A similar story can be found in the UK, where incomes have been described as being 'squeezed' by the Governor of the Bank of England (sorry, no link) and reports of ongoing declines:

People in the UK saw their incomes squeezed in 2010-11, despite a modest recovery in the wider economy, according to a new report.

Data collated by the Institute for Fiscal Studies (IFS) has revealed that median household income fell by 3.1 per cent after accounting for inflation during this period, wiping out five years of minor growth within 12 months and setting income levels back to those seen in 2004-05.
This represented the largest single-year decline in income levels since 1981, with earnings falling across all parts of society.

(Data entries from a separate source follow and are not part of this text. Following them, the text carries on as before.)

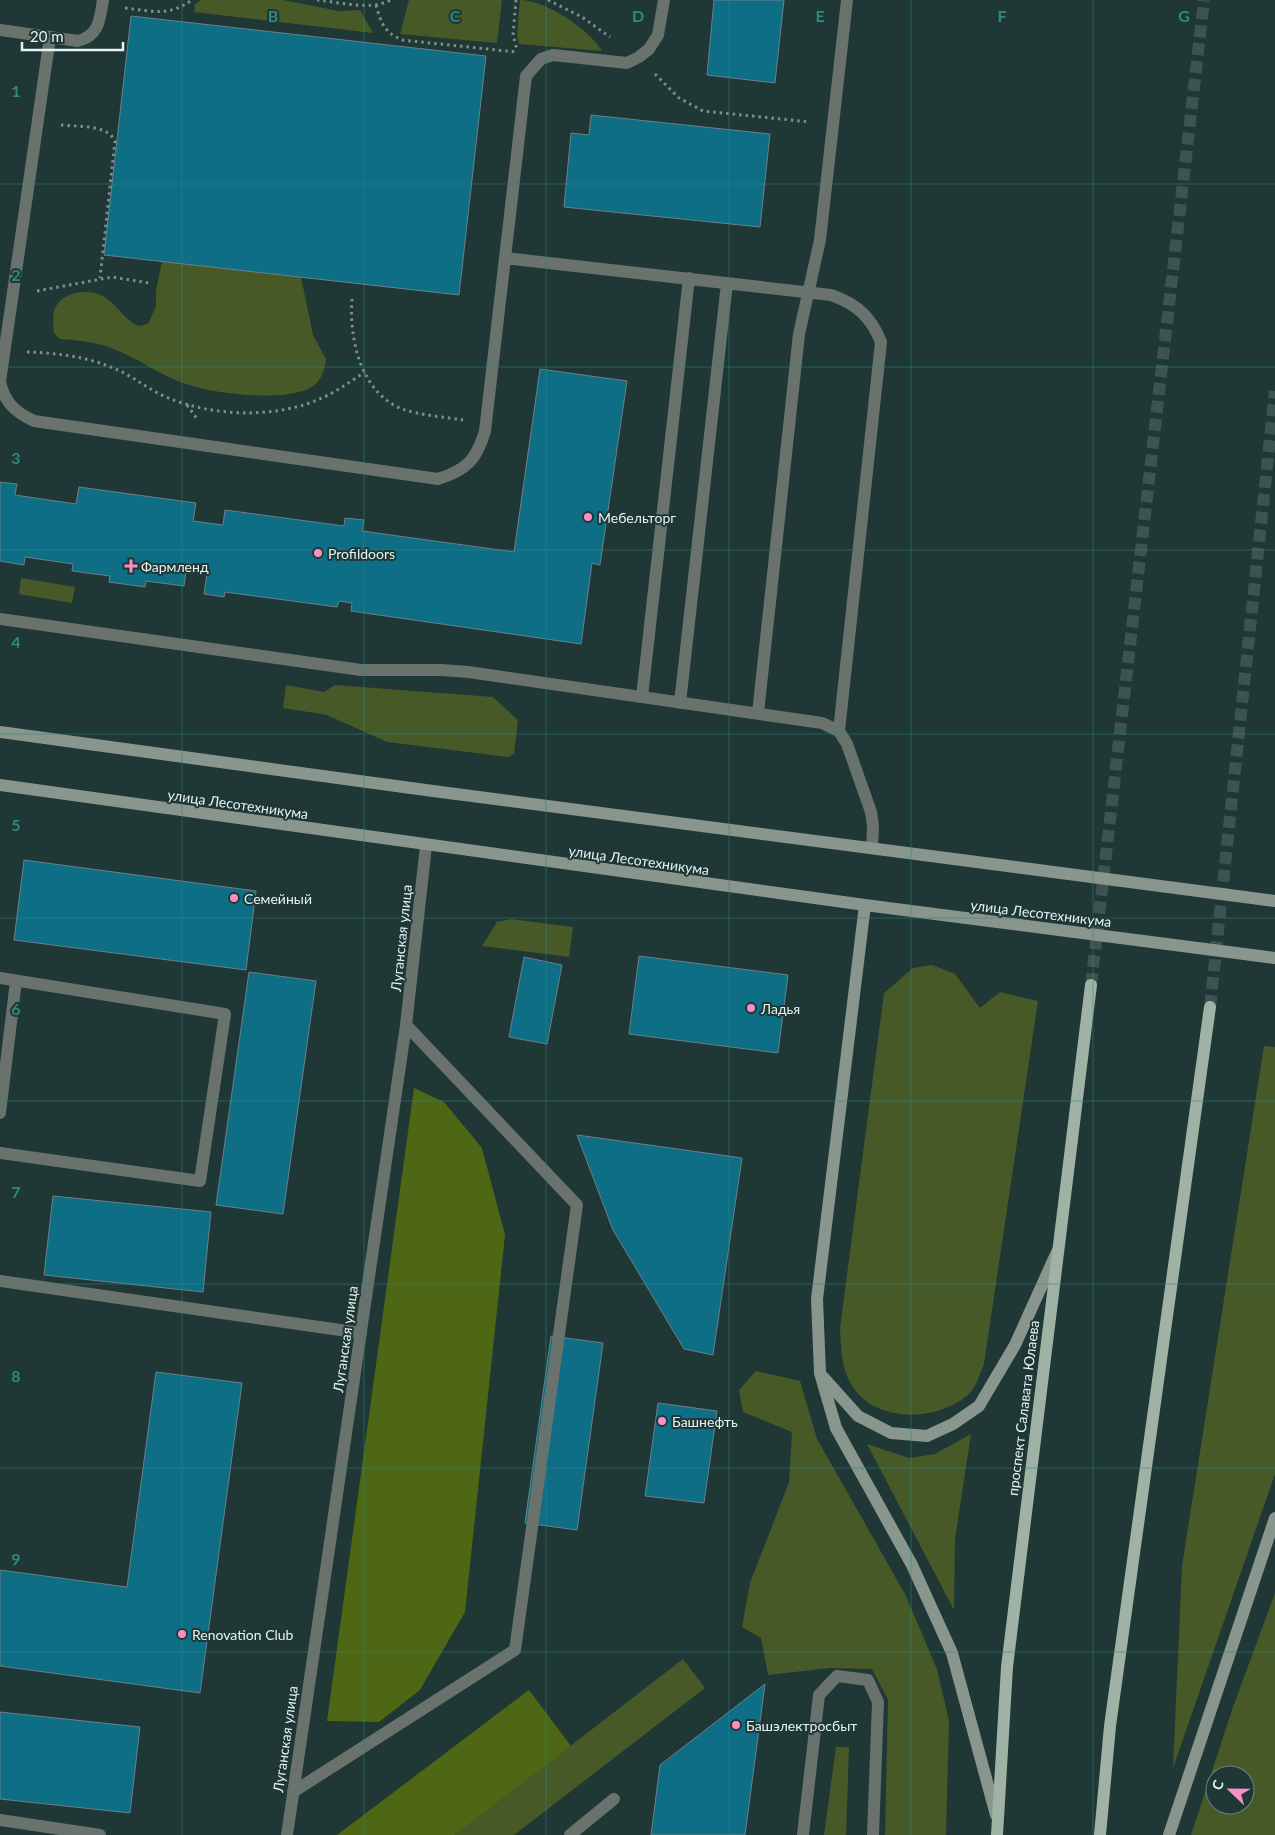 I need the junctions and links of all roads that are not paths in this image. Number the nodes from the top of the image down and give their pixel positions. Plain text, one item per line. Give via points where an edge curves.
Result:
1 (664, 0) edge
2 (847, 0) edge
3 (103, 3) edge
4 (0, 30) edge
5 (50, 37) junction
6 (505, 258) junction
7 (689, 278) junction
8 (727, 283) junction
9 (809, 292) junction
10 (0, 382) edge
11 (0, 619) edge
12 (642, 697) junction
13 (680, 703) junction
14 (758, 713) junction
15 (838, 731) junction
16 (0, 732) edge
17 (0, 785) edge
18 (426, 846) junction
19 (872, 848) junction
20 (1275, 901) edge
21 (865, 906) junction
22 (1275, 958) edge
23 (0, 978) edge
24 (16, 981) junction
25 (1091, 985) tunnel mouth
26 (1210, 1007) tunnel mouth
27 (406, 1025) junction
28 (0, 1113) edge
29 (0, 1153) edge
30 (1057, 1252) junction
31 (0, 1281) edge
32 (361, 1333) junction
33 (820, 1373) junction
34 (1275, 1518) edge
35 (293, 1792) junction
36 (614, 1799) dead end
37 (996, 1816) junction
38 (0, 1820) edge
39 (100, 1835) edge
40 (287, 1835) edge
41 (570, 1835) edge
42 (803, 1835) edge
43 (873, 1835) edge
44 (997, 1835) edge
45 (1100, 1835) edge
46 (1169, 1835) edge

1 - 6 street via 658,35 639,57 627,63 554,55 541,60 526,76
2 - 9 street via 820,240
3 - 5 street via 99,25 90,36 78,41
4 - 5 street
5 - 10 street
6 - 7 street
6 - 10 street via 486,425 480,450 468,465 438,479 34,421 10,407
7 - 8 street
7 - 12 street
8 - 9 street
8 - 13 street
9 - 14 street via 799,334
9 - 15 street via 831,294 856,306 867,316 881,342
11 - 12 street via 361,670 455,671
12 - 13 street
13 - 14 street
14 - 15 street via 822,723
15 - 19 street via 847,744 871,812
16 - 19 main road
17 - 18 main road, улица Лесотехникума
18 - 21 main road, улица Лесотехникума
18 - 27 street, Луганская улица
19 - 20 main road
21 - 22 main road, улица Лесотехникума
21 - 33 main road via 816,1299
23 - 24 street
24 - 28 street
24 - 29 street via 225,1014 200,1181
25 - 30 main road, проспект Салавата Юлаева
26 - 45 main road via 1110,1726
27 - 32 street, Луганская улица
27 - 35 street via 577,1206 515,1650
30 - 33 main road via 1015,1345 979,1406 953,1424 926,1436 891,1433 858,1416
30 - 37 main road, проспект Салавата Юлаева via 1008,1666
31 - 32 street
32 - 35 street, Луганская улица
33 - 37 main road via 836,1428 912,1565 952,1653
34 - 46 main road
35 - 40 street, Луганская улица
36 - 41 street
37 - 44 main road, проспект Салавата Юлаева
38 - 39 street
42 - 43 street via 819,1695 837,1676 868,1680 878,1702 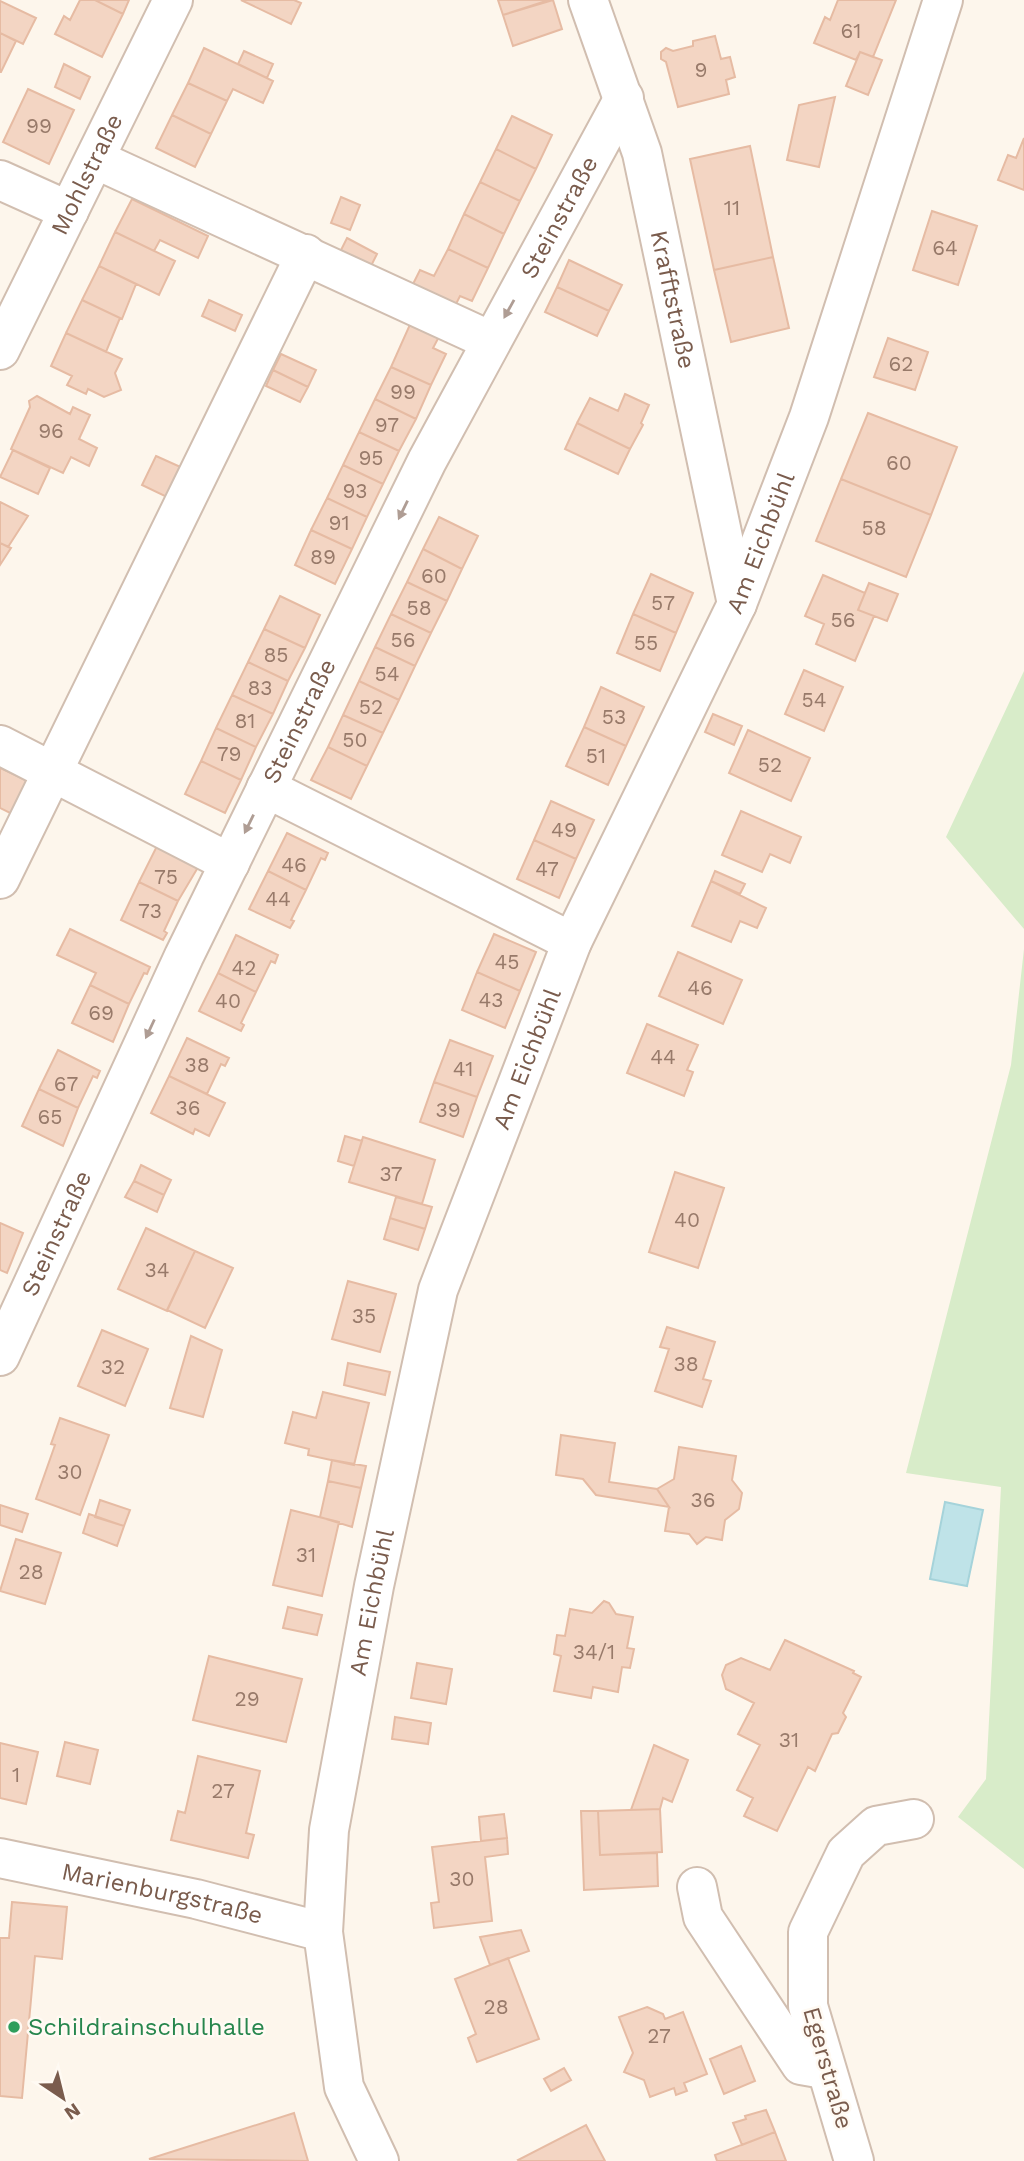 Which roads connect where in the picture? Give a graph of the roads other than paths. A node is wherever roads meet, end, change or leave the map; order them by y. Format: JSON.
{"nodes":[{"id":1,"x":173,"y":0,"type":"edge"},
{"id":2,"x":588,"y":0,"type":"edge"},
{"id":3,"x":943,"y":0,"type":"edge"},
{"id":4,"x":624,"y":98,"type":"junction"},
{"id":5,"x":95,"y":159,"type":"junction"},
{"id":6,"x":0,"y":180,"type":"edge"},
{"id":7,"x":69,"y":211,"type":"junction"},
{"id":8,"x":306,"y":254,"type":"junction"},
{"id":9,"x":491,"y":341,"type":"junction"},
{"id":10,"x":0,"y":350,"type":"edge"},
{"id":11,"x":737,"y":604,"type":"junction"},
{"id":12,"x":0,"y":745,"type":"edge"},
{"id":13,"x":52,"y":772,"type":"junction"},
{"id":14,"x":266,"y":788,"type":"junction"},
{"id":15,"x":230,"y":863,"type":"junction"},
{"id":16,"x":0,"y":879,"type":"edge"},
{"id":17,"x":572,"y":942,"type":"junction"},
{"id":18,"x":0,"y":1356,"type":"edge"},
{"id":19,"x":914,"y":1819,"type":"dead end"},
{"id":20,"x":0,"y":1858,"type":"edge"},
{"id":21,"x":697,"y":1887,"type":"dead end"},
{"id":22,"x":323,"y":1932,"type":"junction"},
{"id":23,"x":824,"y":2069,"type":"junction"},
{"id":24,"x":379,"y":2161,"type":"edge"},
{"id":25,"x":854,"y":2161,"type":"edge"}],
"edges":[{"from":1,"to":5,"type":"street","name":"Mohlstraße"},
{"from":2,"to":4,"type":"street","name":"Krafftstraße"},
{"from":3,"to":11,"type":"street","name":"Am Eichbühl"},
{"from":4,"to":9,"type":"street","name":"Steinstraße","one_way":true},
{"from":4,"to":11,"type":"street","name":"Krafftstraße"},
{"from":5,"to":7,"type":"street","name":"Mohlstraße"},
{"from":5,"to":8,"type":"street"},
{"from":6,"to":7,"type":"street"},
{"from":7,"to":10,"type":"street","name":"Mohlstraße"},
{"from":8,"to":9,"type":"street"},
{"from":8,"to":13,"type":"street"},
{"from":9,"to":14,"type":"street","name":"Steinstraße","one_way":true},
{"from":11,"to":17,"type":"street","name":"Am Eichbühl"},
{"from":12,"to":13,"type":"street"},
{"from":13,"to":15,"type":"street"},
{"from":13,"to":16,"type":"street"},
{"from":14,"to":15,"type":"street","name":"Steinstraße","one_way":true},
{"from":14,"to":17,"type":"street"},
{"from":15,"to":18,"type":"street","name":"Steinstraße","one_way":true},
{"from":17,"to":22,"type":"street","name":"Am Eichbühl"},
{"from":19,"to":23,"type":"street","name":"Egerstraße"},
{"from":20,"to":22,"type":"street","name":"Marienburgstraße"},
{"from":21,"to":23,"type":"street"},
{"from":22,"to":24,"type":"street","name":"Am Eichbühl"},
{"from":23,"to":25,"type":"street","name":"Egerstraße"}]} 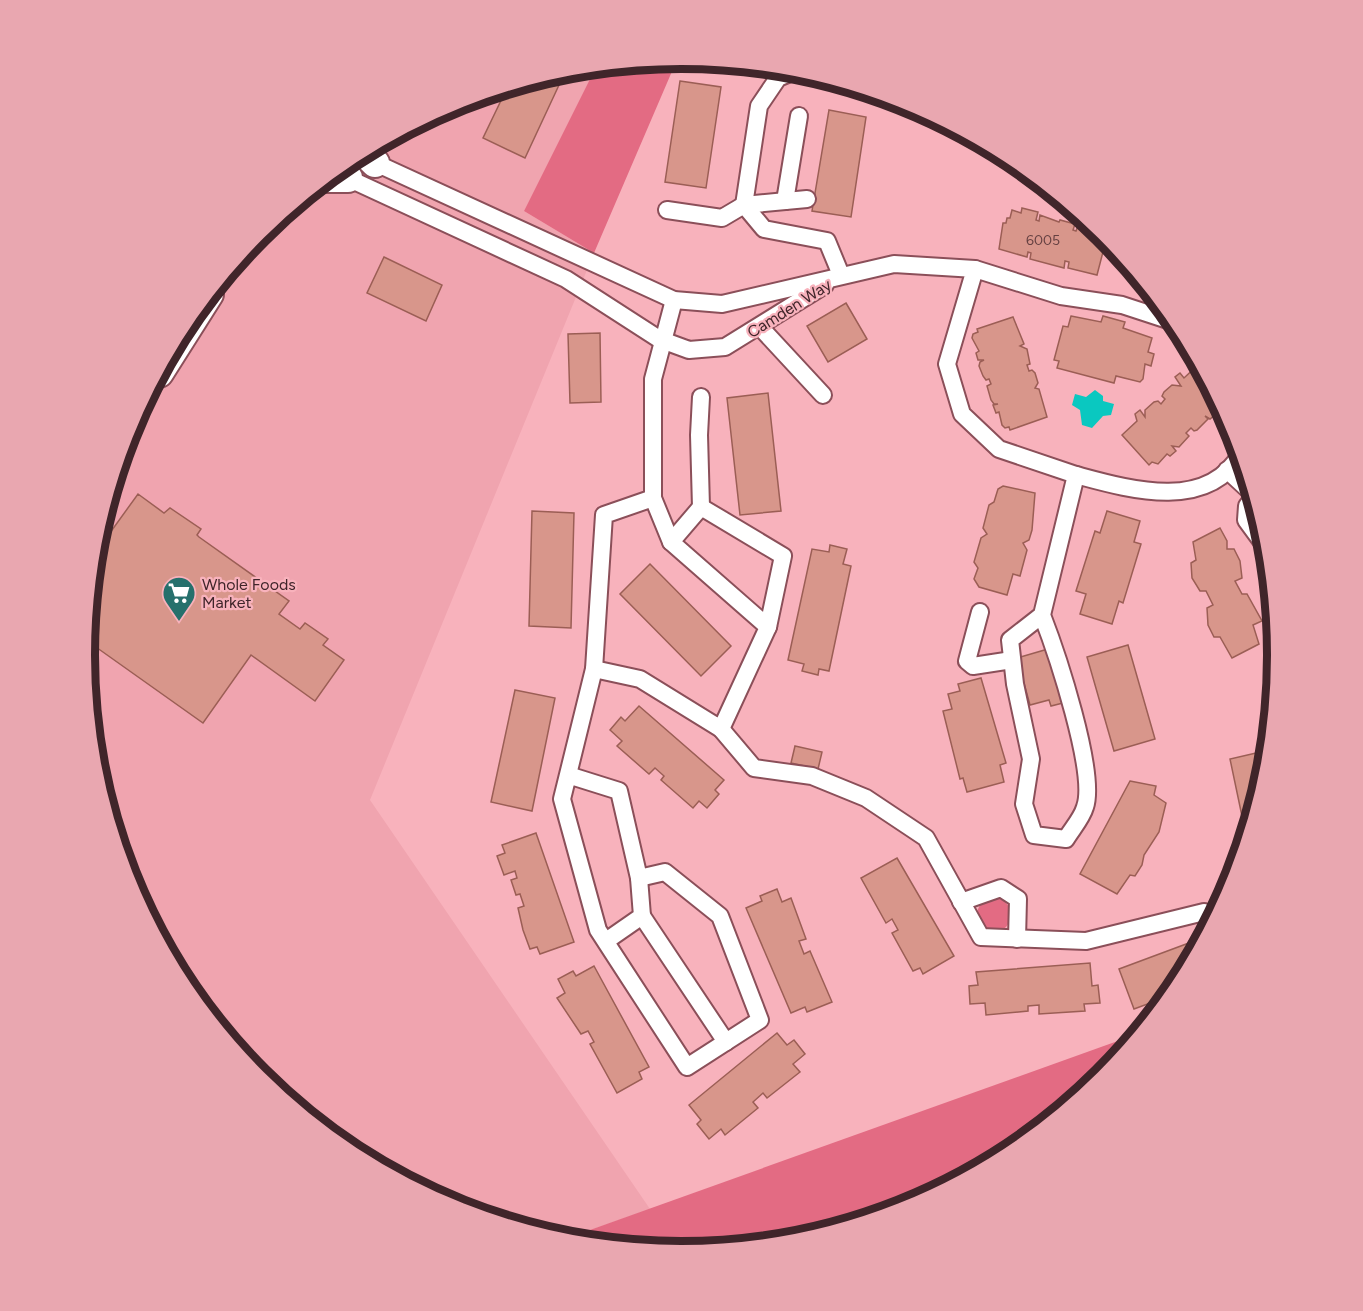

According to the IFS, these figures can be attributed to rising inflation and the delayed effect of trends seen during 2008-10 at the height of the recession.
The situation in Europe is complicated by the Euro crisis, with the crisis an additional factor that is influencing the wealth of individual countries throughout the European Union. Nevertheless, the picture is one in which, for much of the EU, the economic situation can only be characterised as dire. The Euro crisis just complicates the picture. Perhaps the most interesting example in relation to my thesis are Australia and Sweden, which have largely been immune from the economic crisis that has been felt in the rest of the developed world.
Unlike Britain, it is sometimes said, Australia and Sweden are advanced economies that have managed to get their public policy agenda broadly right, and as a consequence now reap the rewards.

Both economies sailed through the credit crunch pretty much unscathed, unemployment is at or close to an all-time low, and unlike so many other ''rich'' nations, public debt is under control.

But while inspired policymaking has no doubt played its part, much more important is that both Australia and, to a lesser extent, Sweden are rich in natural resources. Sweden also has an abundance of relatively cheap hydroelectric power.

The blessings of nature, not the brilliance of policymakers, offer the better explanation as to why these countries have done so well.
Similar stories can be told for other commodity rich economies such as Brazil and Russia. The success of these commodity rich economies are exactly what might be expected in the era of hyper-competition. I have also argued that the world economy would be dominated by commodity supply and prices, saying that: 
In an earlier post, I presented an analogy. I described commodities as a moving brick wall to growth, with the world economy running behind this wall of constraint. As the economy runs forwards, it hits the wall and tumbles backwards. The world economy then gets back on its feet, and once again runs towards the wall only to eventually bounce back again. [sorry, I forget where I first wrote about this].
This has been the pattern that has emerged since the world economy fell into crisis. But, it may be that the situation may be about to change. The first element that needs to be considered is the energy revolution that has resulted from 'fracking', which has allowed an explosion in natural gas output. It is not a direct substitute for oil, with more limited uses, but it has changed the overall picture of energy supply. This is not to say that the constraints of oil supply  have been removed but they have been ameliorated. However, this is nothing compared with the potential for the Chinese economy to impact on the commodity situation:
Sharma is heard with respect when he gives an opinion on something concerning emerging economies. At the same time, the commodity supercycle standing for a very long-term surge in prices may or may not have run out of all its steam. Unarguably, bulk commodities and metals subject to stagnation in the two decades preceding 2000, subsequently started experiencing regular spikes in prices on the back of unprecedented demand growth in emerging markets.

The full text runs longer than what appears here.